A new algorithm to predict the dynamic language of proteins

A new algorithm to predict the dynamic language of proteins
 

Proteins are macromolecules that are key to the thousands of cellular functions that take place in a living organism. They are formed by chains of smaller molecules called amino acids that fold forming a three-dimensional structure. It has recently been discovered that by studying the co-evolution of amino acids we can reconstruct the form or structure of these biological compounds in their natural surroundings.

However, this structure does not remain static; it goes through changes in such a way that, similar to a dance in which each of the dancers adapts to their partner, it interacts with other biological compounds or with drugs. This is known as protein dynamics, the study of which has proven to be very difficult both with experimental observations and using computational tools.

Researchers have developed the first computational method based on evolutionary principles to predict protein dynamics, which explains the changes in the shape or dimensional structure that they experience in order to interact with other compounds or speed up chemical reactions.

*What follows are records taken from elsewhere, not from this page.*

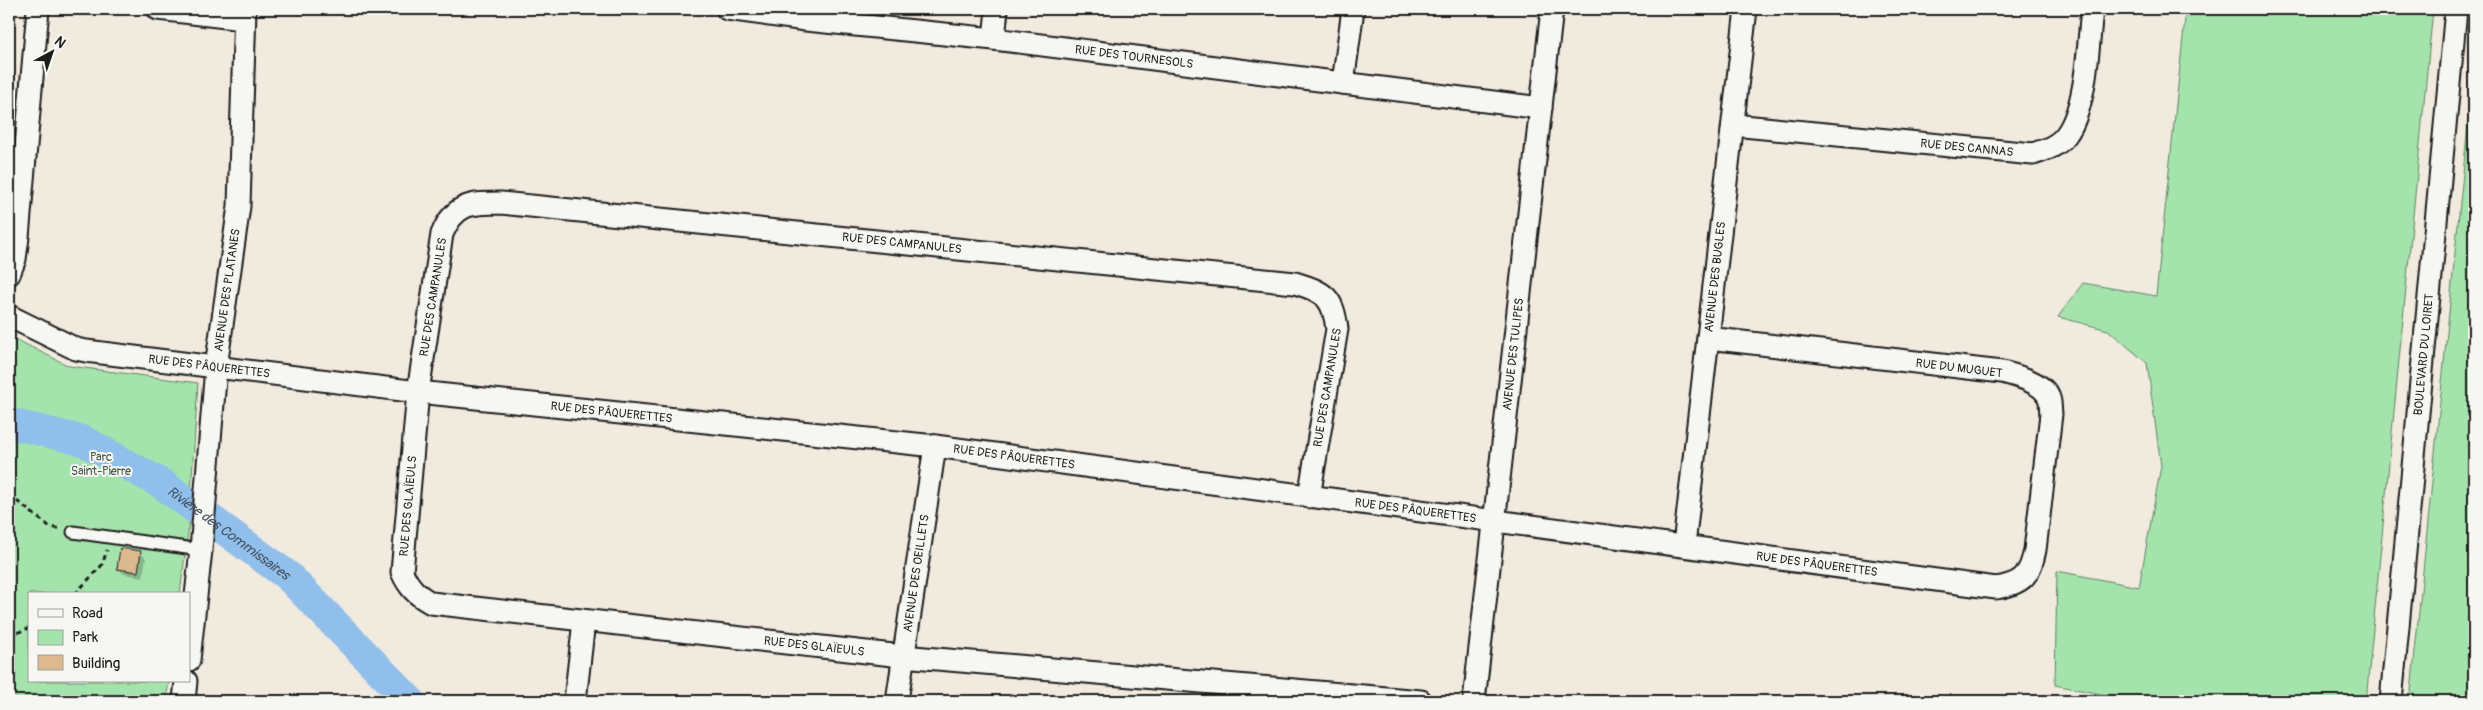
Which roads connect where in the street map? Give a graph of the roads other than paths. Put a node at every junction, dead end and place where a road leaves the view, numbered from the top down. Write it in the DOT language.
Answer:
graph roads {
  1 [pos="38,9"];
  2 [pos="158,9"];
  3 [pos="727,9"];
  4 [pos="997,9"];
  5 [pos="1353,9"];
  6 [pos="1552,9"];
  7 [pos="1746,9"];
  8 [pos="2092,9"];
  9 [pos="2456,9"];
  10 [pos="244,14"];
  11 [pos="807,14"];
  12 [pos="994,39"];
  13 [pos="1343,83"];
  14 [pos="1540,108"];
  15 [pos="1733,125"];
  16 [pos="9,274"];
  17 [pos="9,316"];
  18 [pos="1708,338"];
  19 [pos="216,368"];
  20 [pos="418,392"];
  21 [pos="935,446"];
  22 [pos="1309,497"];
  23 [pos="1495,521"];
  24 [pos="74,532"];
  25 [pos="1684,545"];
  26 [pos="201,550"];
  27 [pos="2023,579"];
  28 [pos="584,621"];
  29 [pos="190,651"];
  30 [pos="902,656"];
  31 [pos="186,682"];
  32 [pos="184,701"];
  33 [pos="575,701"];
  34 [pos="897,701"];
  35 [pos="1421,701"];
  36 [pos="1474,701"];
  37 [pos="2391,701"];
  1 -- 16 [label="street"];
  2 -- 10 [label="street"];
  3 -- 11 [label="street, RUE DES TOURNESOLS"];
  4 -- 12 [label="street"];
  5 -- 13 [label="street"];
  6 -- 14 [label="street, AVENUE DES TULIPES"];
  7 -- 15 [label="street, AVENUE DES BUGLES"];
  8 -- 15 [label="street, RUE DES CANNAS"];
  9 -- 37 [label="street, BOULEVARD DU LOIRET"];
  10 -- 19 [label="street, AVENUE DES PLATANES"];
  11 -- 12 [label="street, RUE DES TOURNESOLS"];
  12 -- 13 [label="street, RUE DES TOURNESOLS"];
  13 -- 14 [label="street, RUE DES TOURNESOLS"];
  14 -- 23 [label="street, AVENUE DES TULIPES"];
  15 -- 18 [label="street, AVENUE DES BUGLES"];
  17 -- 19 [label="street, RUE DES PÂQUERETTES"];
  18 -- 25 [label="street, AVENUE DES BUGLES"];
  18 -- 27 [label="street, RUE DU MUGUET"];
  19 -- 20 [label="street, RUE DES PÂQUERETTES"];
  19 -- 26 [label="street, AVENUE DES PLATANES"];
  20 -- 21 [label="street, RUE DES PÂQUERETTES"];
  20 -- 22 [label="street, RUE DES CAMPANULES"];
  20 -- 28 [label="street, RUE DES GLAÏEULS"];
  21 -- 22 [label="street, RUE DES PÂQUERETTES"];
  21 -- 30 [label="street, AVENUE DES OEILLETS"];
  22 -- 23 [label="street, RUE DES PÂQUERETTES"];
  23 -- 25 [label="street, RUE DES PÂQUERETTES"];
  23 -- 36 [label="street, AVENUE DES TULIPES"];
  24 -- 26 [label="lane"];
  25 -- 27 [label="street, RUE DES PÂQUERETTES"];
  26 -- 29 [label="street, AVENUE DES PLATANES"];
  28 -- 30 [label="street, RUE DES GLAÏEULS"];
  28 -- 33 [label="street"];
  30 -- 34 [label="street, AVENUE DES OEILLETS"];
  30 -- 35 [label="street, RUE DES GLAÏEULS"];
  31 -- 32 [label="street"];
}
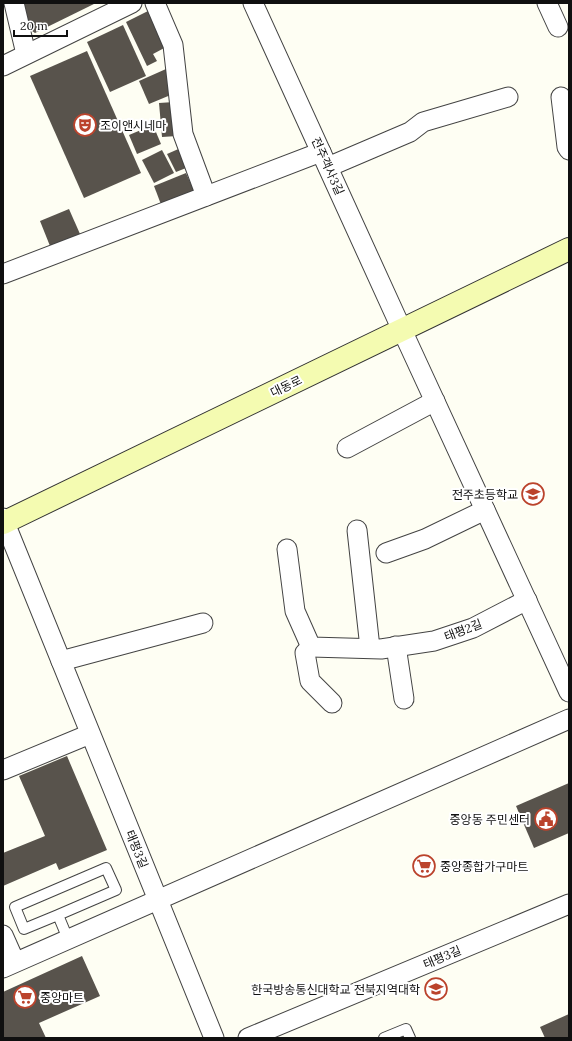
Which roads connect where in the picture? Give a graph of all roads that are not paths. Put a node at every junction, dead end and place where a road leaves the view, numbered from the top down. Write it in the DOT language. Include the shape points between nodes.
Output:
graph roads {
  1 [pos="14,3"];
  2 [pos="132,3"];
  3 [pos="155,3"];
  4 [pos="253,3"];
  5 [pos="547,3"];
  6 [pos="558,27"];
  7 [pos="26,54"];
  8 [pos="3,66"];
  9 [pos="508,97"];
  10 [pos="562,97"];
  11 [pos="569,150"];
  12 [pos="324,160"];
  13 [pos="206,196"];
  14 [pos="569,249"];
  15 [pos="3,274"];
  16 [pos="402,330"];
  17 [pos="435,401"];
  18 [pos="347,448"];
  19 [pos="485,510"];
  20 [pos="3,521"];
  21 [pos="357,530"];
  22 [pos="287,549"];
  23 [pos="386,553"];
  24 [pos="526,600"];
  25 [pos="203,623"];
  26 [pos="396,646"];
  27 [pos="311,647"];
  28 [pos="370,648"];
  29 [pos="61,661"];
  30 [pos="569,692"];
  31 [pos="404,699"];
  32 [pos="332,703"];
  33 [pos="569,719"];
  34 [pos="90,734"];
  35 [pos="3,770"];
  36 [pos="158,900"];
  37 [pos="569,904"];
  38 [pos="58,915"];
  39 [pos="3,935"];
  40 [pos="68,939"];
  41 [pos="9,965"];
  42 [pos="214,1038"];
  43 [pos="248,1038"];
  44 [pos="384,1038"];
  45 [pos="410,1038"];
  1 -- 7 [label="street"];
  2 -- 7 [label="street"];
  3 -- 13 [label="street" via="173,45 183,134"];
  4 -- 12 [label="street, 전주객사3길"];
  5 -- 6 [label="street"];
  7 -- 8 [label="street"];
  9 -- 12 [label="street" via="423,122 410,132"];
  10 -- 11 [label="street"];
  12 -- 13 [label="street"];
  12 -- 16 [label="street, 전주객사3길"];
  13 -- 15 [label="street"];
  14 -- 16 [label="street, 대동로"];
  16 -- 17 [label="street"];
  16 -- 20 [label="street, 대동로"];
  17 -- 18 [label="street"];
  17 -- 19 [label="street"];
  19 -- 23 [label="street" via="425,539"];
  19 -- 24 [label="street"];
  20 -- 29 [label="street, 태평3길"];
  21 -- 28 [label="street"];
  22 -- 27 [label="street" via="295,611"];
  24 -- 26 [label="street, 태평2길" via="473,628 434,641"];
  24 -- 30 [label="street"];
  25 -- 29 [label="street"];
  26 -- 28 [label="street, 태평2길"];
  26 -- 31 [label="street"];
  27 -- 28 [label="street, 태평2길"];
  27 -- 32 [label="street" via="305,653 310,681"];
  29 -- 34 [label="street, 태평3길"];
  33 -- 36 [label="street"];
  34 -- 35 [label="street"];
  34 -- 36 [label="street, 태평3길"];
  36 -- 40 [label="street"];
  36 -- 42 [label="street, 태평3길"];
  37 -- 43 [label="street, 태평3길"];
  38 -- 38 [label="lane" via="116,890 106,868 15,907 24,929"];
  38 -- 40 [label="lane"];
  39 -- 41 [label="street"];
  40 -- 41 [label="street"];
  44 -- 45 [label="lane" via="406,1029"];
}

The study constitutes a major step forward in the computational study of protein dynamics (i.e. their movement), which is crucial for the design of drugs and for the research on genetic diseases, such as cancer, resulting in higher levels of complexity than allowed by current methods. The results have been published this week in the journal Proceedings of the National Academy of Sciences (PNAS).

"First, we simulate the folding process and then we can see how the simulations were able to predict the changes in shape of the proteins at different levels of complexity, including those required for kinases to function [these are key proteins in metabolic and cell signalling processes as well as in cell transport, amongst others]."

This new computational method easily integrates experimental and genomic data through the use of the latest sequence analysis and 3D modelling technology. In addition, it demonstrates that genomic data can be a source of useful information to supplement the current tools used to study the structure and dynamics of proteins.